- [WHAT YOU ARE ASKED TO DO] Transcribe all the entries word for word, skipping the pictures.

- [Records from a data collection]
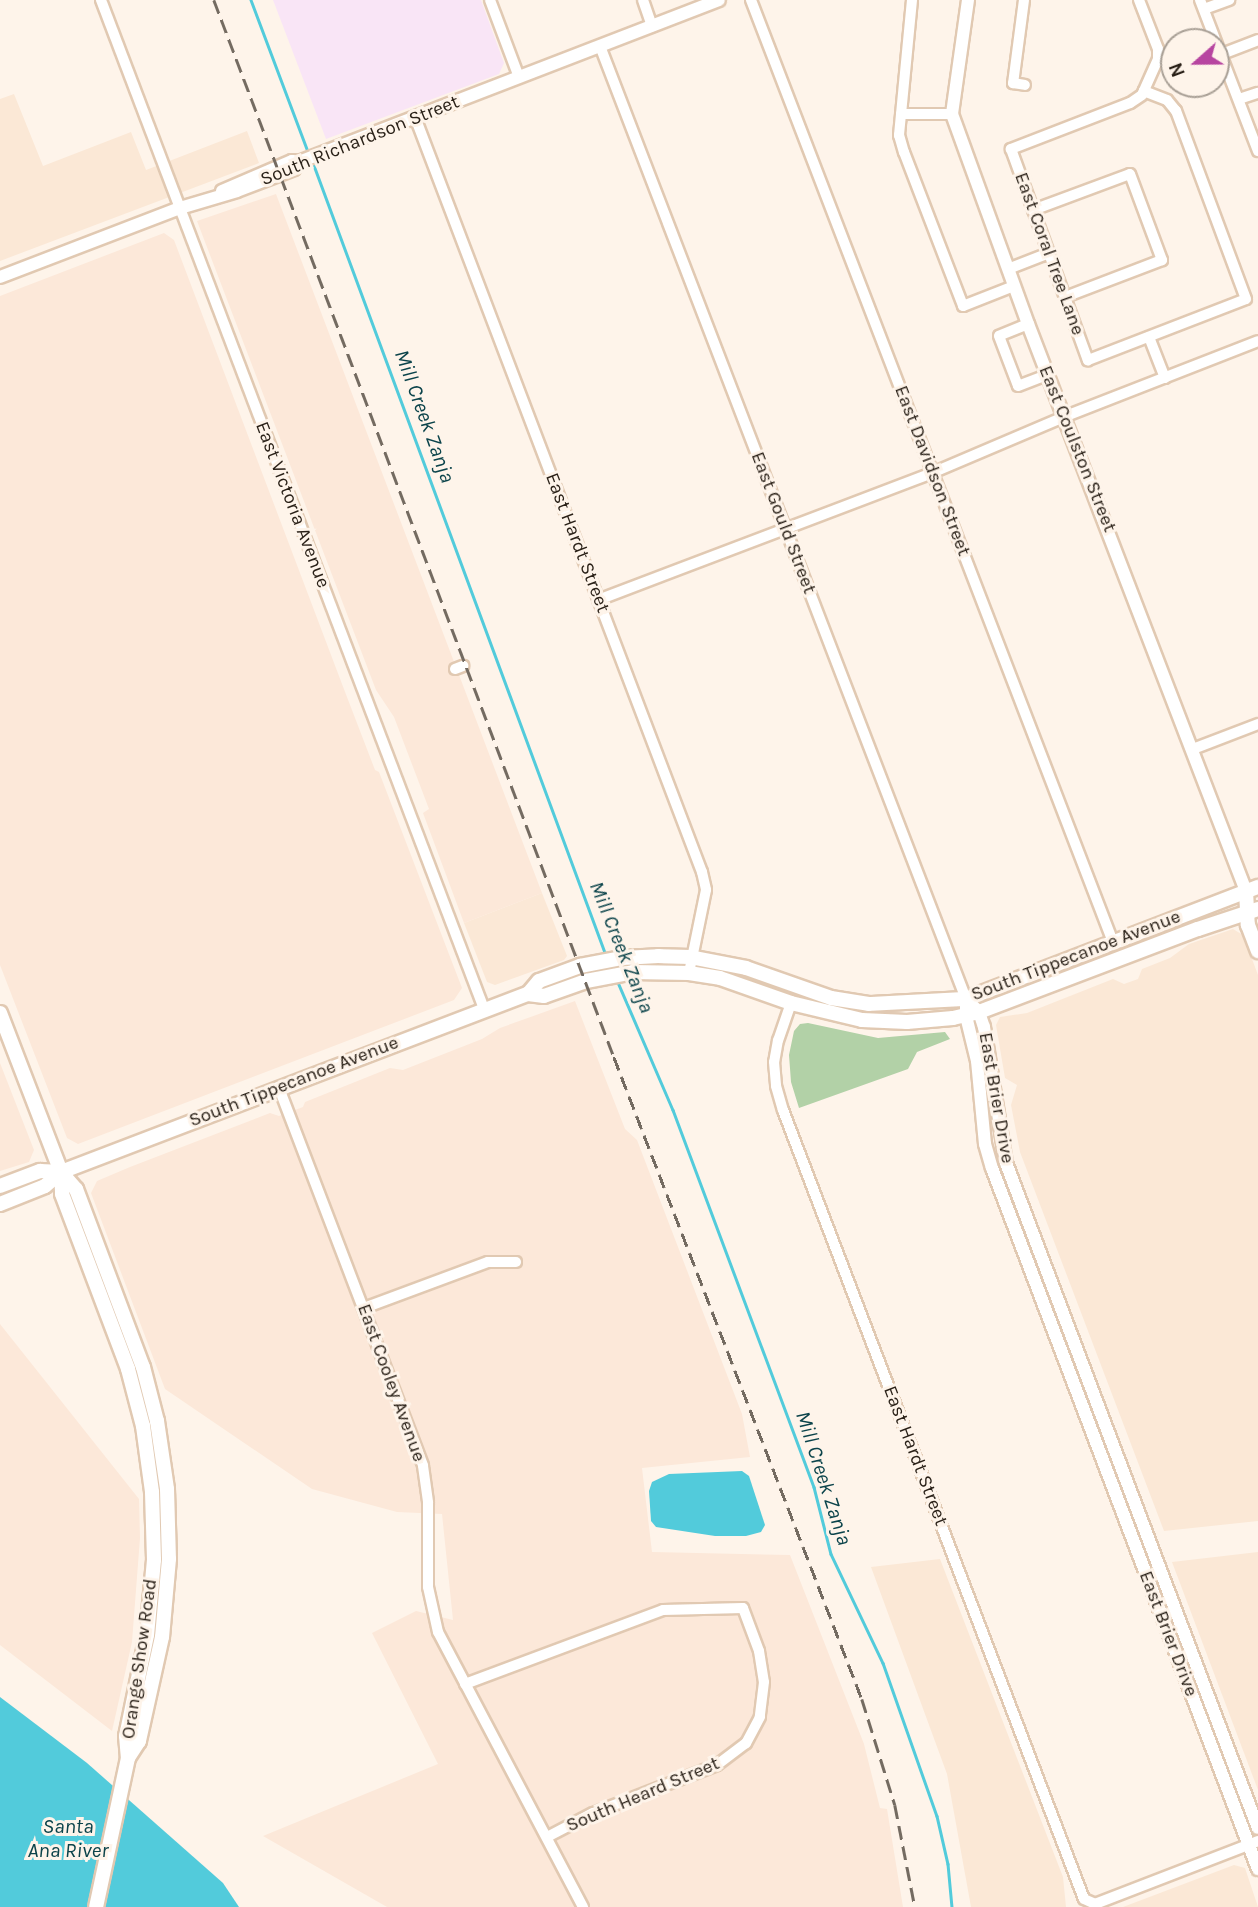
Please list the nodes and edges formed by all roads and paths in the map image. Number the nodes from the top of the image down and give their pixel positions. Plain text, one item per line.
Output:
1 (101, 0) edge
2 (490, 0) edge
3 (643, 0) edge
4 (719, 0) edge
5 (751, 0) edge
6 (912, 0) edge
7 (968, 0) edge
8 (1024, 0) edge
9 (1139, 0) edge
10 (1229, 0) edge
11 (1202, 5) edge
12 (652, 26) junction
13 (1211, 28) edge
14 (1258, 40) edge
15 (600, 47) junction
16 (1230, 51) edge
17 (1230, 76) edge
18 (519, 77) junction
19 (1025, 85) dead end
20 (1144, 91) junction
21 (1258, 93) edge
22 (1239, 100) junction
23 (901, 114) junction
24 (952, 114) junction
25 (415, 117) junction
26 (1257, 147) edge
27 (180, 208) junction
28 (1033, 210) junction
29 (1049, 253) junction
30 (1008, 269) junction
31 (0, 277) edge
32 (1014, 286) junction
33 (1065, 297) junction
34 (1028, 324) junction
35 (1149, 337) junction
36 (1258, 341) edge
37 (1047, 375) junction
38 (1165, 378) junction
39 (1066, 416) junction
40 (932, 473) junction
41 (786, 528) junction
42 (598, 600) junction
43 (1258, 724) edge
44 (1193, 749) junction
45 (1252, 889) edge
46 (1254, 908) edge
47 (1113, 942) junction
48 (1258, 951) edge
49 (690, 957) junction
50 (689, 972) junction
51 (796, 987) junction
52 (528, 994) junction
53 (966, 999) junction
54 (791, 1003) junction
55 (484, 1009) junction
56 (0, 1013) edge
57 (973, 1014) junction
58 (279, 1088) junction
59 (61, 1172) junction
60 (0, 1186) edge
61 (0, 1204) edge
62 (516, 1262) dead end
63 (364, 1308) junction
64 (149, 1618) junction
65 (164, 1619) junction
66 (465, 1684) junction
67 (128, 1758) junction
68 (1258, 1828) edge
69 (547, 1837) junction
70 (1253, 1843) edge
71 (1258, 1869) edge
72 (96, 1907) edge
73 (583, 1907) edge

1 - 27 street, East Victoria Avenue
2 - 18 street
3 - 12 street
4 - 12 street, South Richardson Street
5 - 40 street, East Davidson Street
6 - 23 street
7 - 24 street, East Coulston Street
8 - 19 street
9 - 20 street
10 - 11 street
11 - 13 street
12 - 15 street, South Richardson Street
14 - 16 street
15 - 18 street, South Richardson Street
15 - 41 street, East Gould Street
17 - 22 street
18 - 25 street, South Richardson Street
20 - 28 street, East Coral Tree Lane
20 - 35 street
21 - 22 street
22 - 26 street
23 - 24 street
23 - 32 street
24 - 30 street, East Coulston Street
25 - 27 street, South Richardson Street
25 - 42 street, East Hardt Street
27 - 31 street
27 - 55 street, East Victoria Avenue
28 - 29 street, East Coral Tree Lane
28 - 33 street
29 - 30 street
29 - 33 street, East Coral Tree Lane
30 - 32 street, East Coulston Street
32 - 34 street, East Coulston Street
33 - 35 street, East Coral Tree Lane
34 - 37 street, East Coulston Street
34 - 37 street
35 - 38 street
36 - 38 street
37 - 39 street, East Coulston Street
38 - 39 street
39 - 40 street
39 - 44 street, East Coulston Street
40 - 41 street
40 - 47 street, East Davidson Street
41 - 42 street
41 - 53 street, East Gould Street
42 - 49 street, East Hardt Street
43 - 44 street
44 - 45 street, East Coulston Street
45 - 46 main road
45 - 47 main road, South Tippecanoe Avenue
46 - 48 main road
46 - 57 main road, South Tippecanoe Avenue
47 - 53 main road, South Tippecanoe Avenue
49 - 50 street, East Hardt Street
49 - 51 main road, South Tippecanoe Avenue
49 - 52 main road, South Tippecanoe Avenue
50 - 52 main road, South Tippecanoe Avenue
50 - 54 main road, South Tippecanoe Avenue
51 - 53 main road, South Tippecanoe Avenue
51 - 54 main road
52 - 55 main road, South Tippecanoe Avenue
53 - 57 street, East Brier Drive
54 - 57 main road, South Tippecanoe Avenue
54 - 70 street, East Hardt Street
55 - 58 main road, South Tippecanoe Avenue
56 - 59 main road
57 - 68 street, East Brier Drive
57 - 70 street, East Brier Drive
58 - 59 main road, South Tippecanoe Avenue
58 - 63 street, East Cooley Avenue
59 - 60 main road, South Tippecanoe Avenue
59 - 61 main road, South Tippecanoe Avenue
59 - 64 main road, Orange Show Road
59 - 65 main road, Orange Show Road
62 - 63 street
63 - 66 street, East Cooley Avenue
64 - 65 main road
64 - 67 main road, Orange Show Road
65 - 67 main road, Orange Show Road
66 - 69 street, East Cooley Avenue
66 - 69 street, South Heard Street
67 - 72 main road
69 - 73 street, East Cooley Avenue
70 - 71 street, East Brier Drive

- [ANSWER SECTION]
Please list the nodes and edges formed by all roads and paths in the map image. Number the nodes from the top of the image down and give their pixel positions. Plain text, one item per line.
Output:
1 (101, 0) edge
2 (490, 0) edge
3 (643, 0) edge
4 (719, 0) edge
5 (751, 0) edge
6 (912, 0) edge
7 (968, 0) edge
8 (1024, 0) edge
9 (1139, 0) edge
10 (1229, 0) edge
11 (1202, 5) edge
12 (652, 26) junction
13 (1211, 28) edge
14 (1258, 40) edge
15 (600, 47) junction
16 (1230, 51) edge
17 (1230, 76) edge
18 (519, 77) junction
19 (1025, 85) dead end
20 (1144, 91) junction
21 (1258, 93) edge
22 (1239, 100) junction
23 (901, 114) junction
24 (952, 114) junction
25 (415, 117) junction
26 (1257, 147) edge
27 (180, 208) junction
28 (1033, 210) junction
29 (1049, 253) junction
30 (1008, 269) junction
31 (0, 277) edge
32 (1014, 286) junction
33 (1065, 297) junction
34 (1028, 324) junction
35 (1149, 337) junction
36 (1258, 341) edge
37 (1047, 375) junction
38 (1165, 378) junction
39 (1066, 416) junction
40 (932, 473) junction
41 (786, 528) junction
42 (598, 600) junction
43 (1258, 724) edge
44 (1193, 749) junction
45 (1252, 889) edge
46 (1254, 908) edge
47 (1113, 942) junction
48 (1258, 951) edge
49 (690, 957) junction
50 (689, 972) junction
51 (796, 987) junction
52 (528, 994) junction
53 (966, 999) junction
54 (791, 1003) junction
55 (484, 1009) junction
56 (0, 1013) edge
57 (973, 1014) junction
58 (279, 1088) junction
59 (61, 1172) junction
60 (0, 1186) edge
61 (0, 1204) edge
62 (516, 1262) dead end
63 (364, 1308) junction
64 (149, 1618) junction
65 (164, 1619) junction
66 (465, 1684) junction
67 (128, 1758) junction
68 (1258, 1828) edge
69 (547, 1837) junction
70 (1253, 1843) edge
71 (1258, 1869) edge
72 (96, 1907) edge
73 (583, 1907) edge

1 - 27 street, East Victoria Avenue
2 - 18 street
3 - 12 street
4 - 12 street, South Richardson Street
5 - 40 street, East Davidson Street
6 - 23 street
7 - 24 street, East Coulston Street
8 - 19 street
9 - 20 street
10 - 11 street
11 - 13 street
12 - 15 street, South Richardson Street
14 - 16 street
15 - 18 street, South Richardson Street
15 - 41 street, East Gould Street
17 - 22 street
18 - 25 street, South Richardson Street
20 - 28 street, East Coral Tree Lane
20 - 35 street
21 - 22 street
22 - 26 street
23 - 24 street
23 - 32 street
24 - 30 street, East Coulston Street
25 - 27 street, South Richardson Street
25 - 42 street, East Hardt Street
27 - 31 street
27 - 55 street, East Victoria Avenue
28 - 29 street, East Coral Tree Lane
28 - 33 street
29 - 30 street
29 - 33 street, East Coral Tree Lane
30 - 32 street, East Coulston Street
32 - 34 street, East Coulston Street
33 - 35 street, East Coral Tree Lane
34 - 37 street, East Coulston Street
34 - 37 street
35 - 38 street
36 - 38 street
37 - 39 street, East Coulston Street
38 - 39 street
39 - 40 street
39 - 44 street, East Coulston Street
40 - 41 street
40 - 47 street, East Davidson Street
41 - 42 street
41 - 53 street, East Gould Street
42 - 49 street, East Hardt Street
43 - 44 street
44 - 45 street, East Coulston Street
45 - 46 main road
45 - 47 main road, South Tippecanoe Avenue
46 - 48 main road
46 - 57 main road, South Tippecanoe Avenue
47 - 53 main road, South Tippecanoe Avenue
49 - 50 street, East Hardt Street
49 - 51 main road, South Tippecanoe Avenue
49 - 52 main road, South Tippecanoe Avenue
50 - 52 main road, South Tippecanoe Avenue
50 - 54 main road, South Tippecanoe Avenue
51 - 53 main road, South Tippecanoe Avenue
51 - 54 main road
52 - 55 main road, South Tippecanoe Avenue
53 - 57 street, East Brier Drive
54 - 57 main road, South Tippecanoe Avenue
54 - 70 street, East Hardt Street
55 - 58 main road, South Tippecanoe Avenue
56 - 59 main road
57 - 68 street, East Brier Drive
57 - 70 street, East Brier Drive
58 - 59 main road, South Tippecanoe Avenue
58 - 63 street, East Cooley Avenue
59 - 60 main road, South Tippecanoe Avenue
59 - 61 main road, South Tippecanoe Avenue
59 - 64 main road, Orange Show Road
59 - 65 main road, Orange Show Road
62 - 63 street
63 - 66 street, East Cooley Avenue
64 - 65 main road
64 - 67 main road, Orange Show Road
65 - 67 main road, Orange Show Road
66 - 69 street, East Cooley Avenue
66 - 69 street, South Heard Street
67 - 72 main road
69 - 73 street, East Cooley Avenue
70 - 71 street, East Brier Drive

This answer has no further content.